• PROBLEM REQUIREMENTS
If a line in the data holds the string "Right", list it.

• EXTRACTED INFORMATION
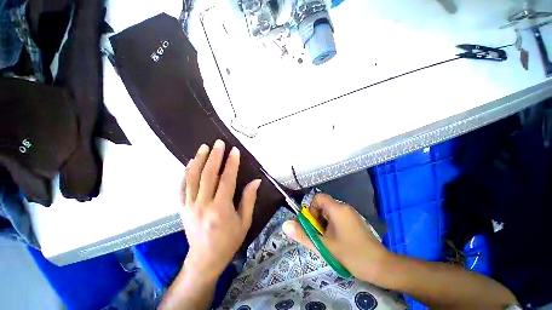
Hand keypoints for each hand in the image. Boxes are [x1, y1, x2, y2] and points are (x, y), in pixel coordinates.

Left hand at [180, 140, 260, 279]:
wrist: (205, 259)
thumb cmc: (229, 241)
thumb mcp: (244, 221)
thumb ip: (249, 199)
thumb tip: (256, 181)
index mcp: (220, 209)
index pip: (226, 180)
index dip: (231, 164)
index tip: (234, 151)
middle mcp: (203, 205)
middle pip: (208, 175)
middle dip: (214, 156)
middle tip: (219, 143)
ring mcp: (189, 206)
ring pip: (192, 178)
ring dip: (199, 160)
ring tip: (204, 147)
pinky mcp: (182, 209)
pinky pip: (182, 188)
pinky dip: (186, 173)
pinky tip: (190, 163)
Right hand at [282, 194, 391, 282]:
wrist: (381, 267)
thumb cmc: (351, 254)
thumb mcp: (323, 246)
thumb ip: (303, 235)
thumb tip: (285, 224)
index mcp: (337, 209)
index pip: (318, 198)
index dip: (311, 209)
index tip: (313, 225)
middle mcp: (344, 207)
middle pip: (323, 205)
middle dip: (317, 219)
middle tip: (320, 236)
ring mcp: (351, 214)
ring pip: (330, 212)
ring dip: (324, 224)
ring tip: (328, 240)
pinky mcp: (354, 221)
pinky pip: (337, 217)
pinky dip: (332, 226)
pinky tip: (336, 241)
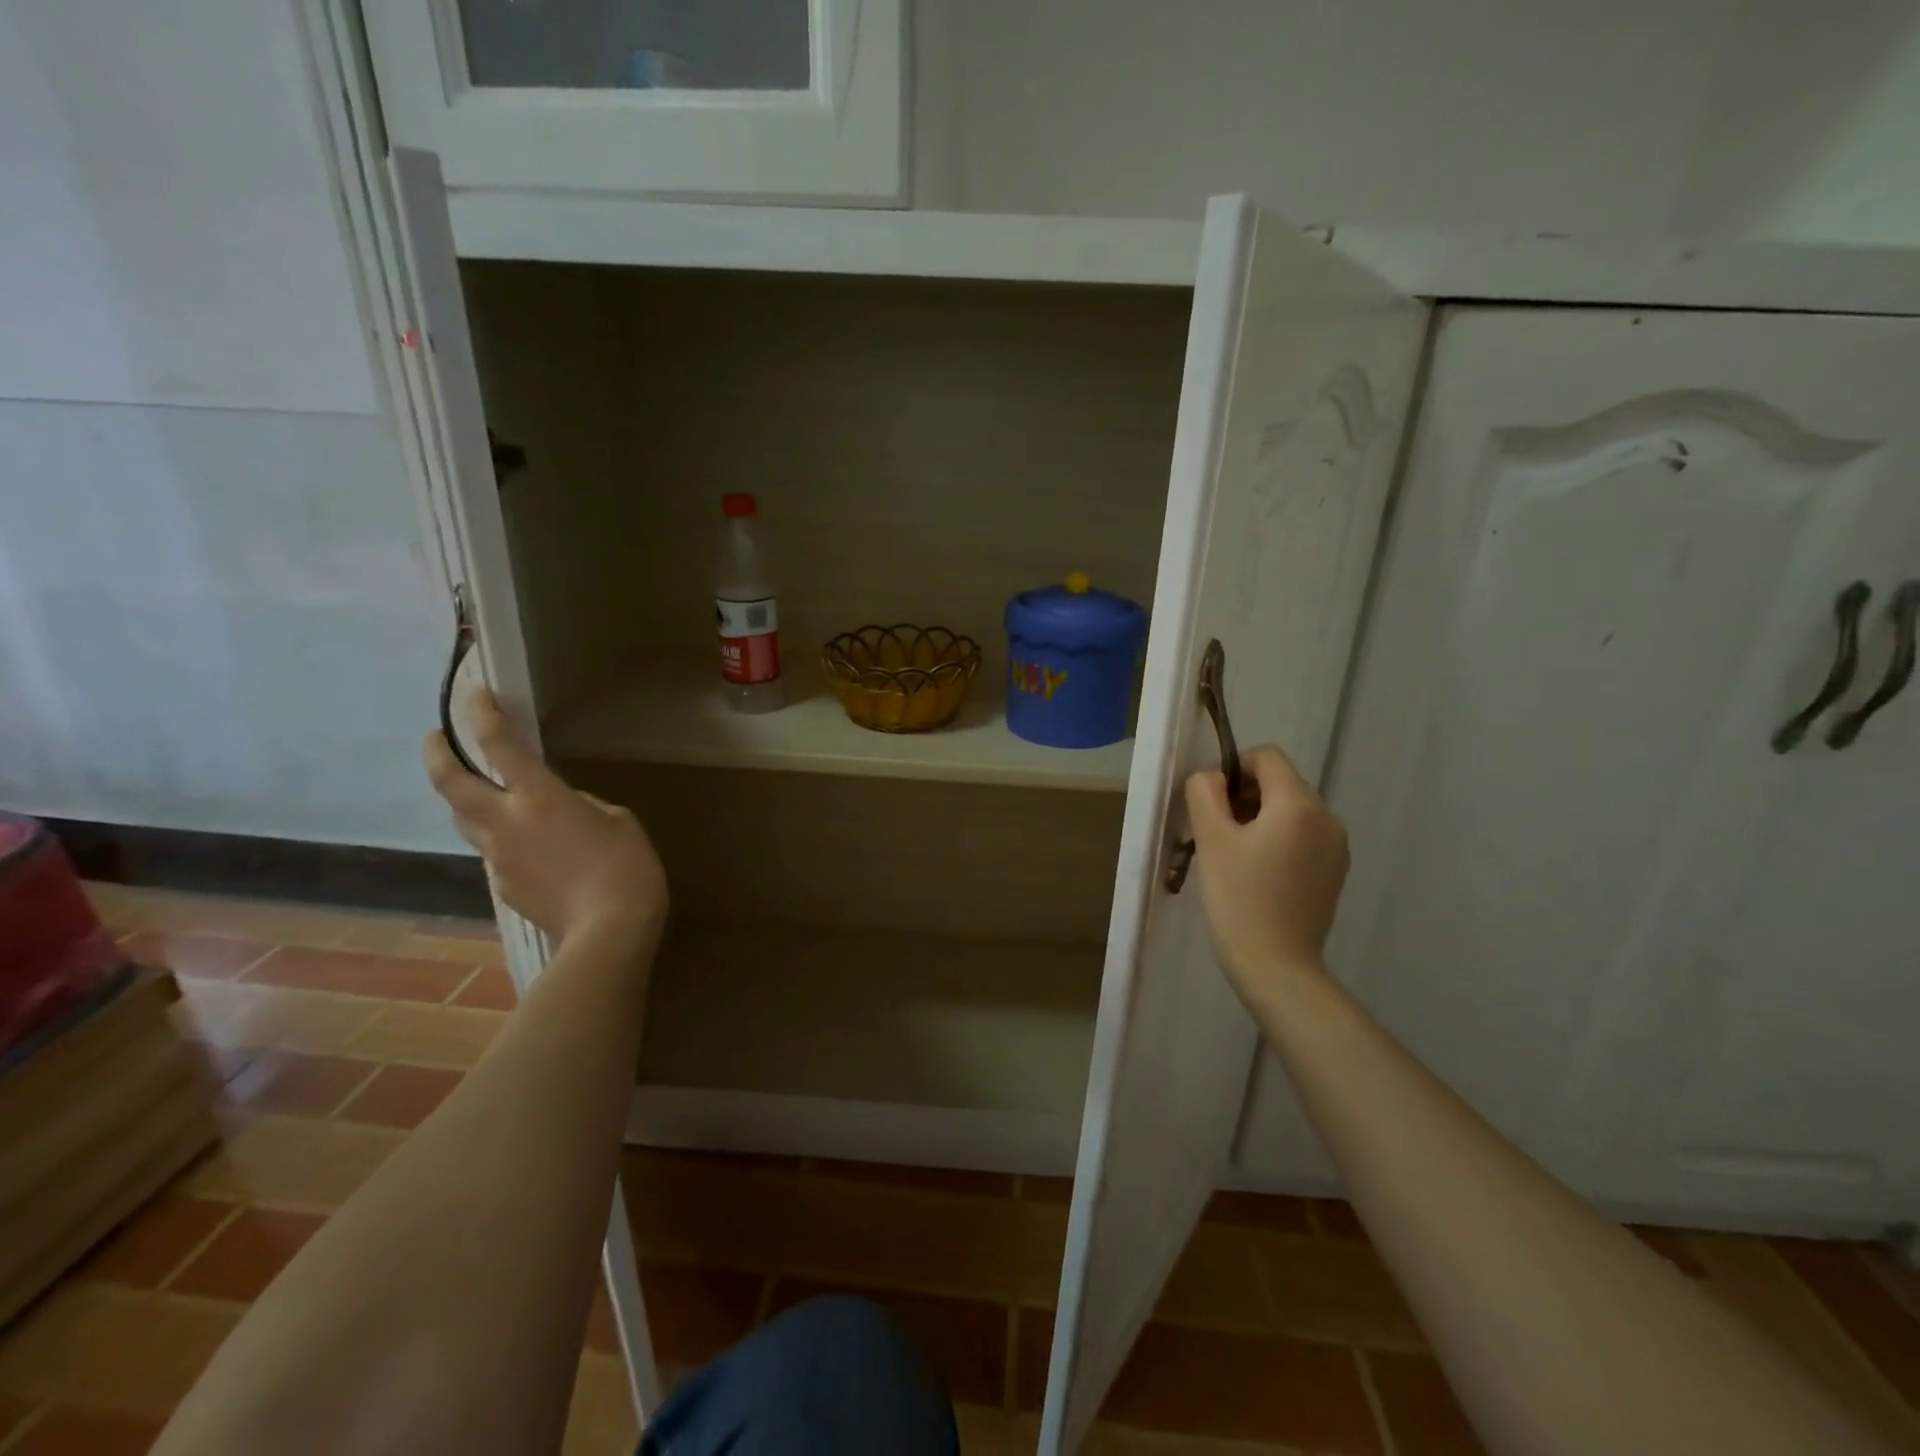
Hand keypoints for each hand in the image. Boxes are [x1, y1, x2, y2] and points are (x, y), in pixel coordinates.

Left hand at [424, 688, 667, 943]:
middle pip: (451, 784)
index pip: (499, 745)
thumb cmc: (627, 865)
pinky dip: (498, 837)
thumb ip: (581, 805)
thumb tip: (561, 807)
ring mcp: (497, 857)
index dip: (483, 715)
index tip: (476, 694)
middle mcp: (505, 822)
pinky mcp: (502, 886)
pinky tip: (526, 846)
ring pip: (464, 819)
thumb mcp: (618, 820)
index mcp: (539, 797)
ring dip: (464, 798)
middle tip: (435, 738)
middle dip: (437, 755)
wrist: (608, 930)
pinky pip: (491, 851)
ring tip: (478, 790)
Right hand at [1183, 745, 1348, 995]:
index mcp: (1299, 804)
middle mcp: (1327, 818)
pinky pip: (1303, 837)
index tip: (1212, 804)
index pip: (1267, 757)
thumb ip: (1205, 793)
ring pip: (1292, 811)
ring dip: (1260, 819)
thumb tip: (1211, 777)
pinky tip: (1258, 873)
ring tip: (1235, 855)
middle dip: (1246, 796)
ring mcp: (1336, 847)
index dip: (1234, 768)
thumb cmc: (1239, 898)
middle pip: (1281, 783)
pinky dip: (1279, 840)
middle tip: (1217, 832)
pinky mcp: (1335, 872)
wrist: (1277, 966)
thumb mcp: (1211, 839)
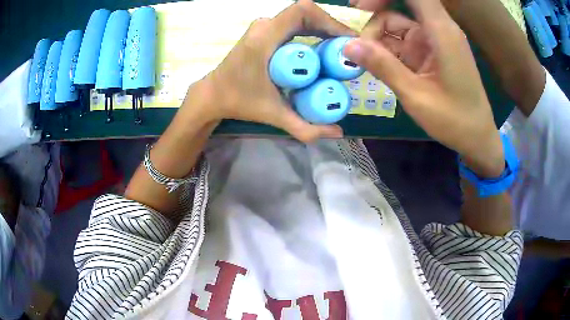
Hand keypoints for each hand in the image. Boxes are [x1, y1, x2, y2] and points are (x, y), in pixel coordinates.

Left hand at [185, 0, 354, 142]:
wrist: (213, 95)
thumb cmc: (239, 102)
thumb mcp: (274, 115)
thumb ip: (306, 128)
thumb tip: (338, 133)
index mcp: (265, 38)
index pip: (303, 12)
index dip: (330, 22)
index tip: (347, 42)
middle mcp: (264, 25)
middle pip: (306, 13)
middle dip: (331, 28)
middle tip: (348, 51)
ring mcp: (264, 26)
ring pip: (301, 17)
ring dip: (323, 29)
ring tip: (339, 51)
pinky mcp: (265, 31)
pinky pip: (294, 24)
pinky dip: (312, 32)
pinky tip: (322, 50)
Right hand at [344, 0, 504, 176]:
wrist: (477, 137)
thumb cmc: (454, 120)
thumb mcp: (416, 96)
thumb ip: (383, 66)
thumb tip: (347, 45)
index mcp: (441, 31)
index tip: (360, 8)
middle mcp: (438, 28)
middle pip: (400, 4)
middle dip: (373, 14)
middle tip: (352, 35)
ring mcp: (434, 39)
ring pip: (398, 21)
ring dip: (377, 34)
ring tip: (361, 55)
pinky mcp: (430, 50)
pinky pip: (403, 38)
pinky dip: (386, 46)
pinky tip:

• OUTPUT
Right hand at [282, 194, 391, 282]:
Right hand at [1183, 745, 1348, 995]:
Right hand at [344, 0, 504, 176]:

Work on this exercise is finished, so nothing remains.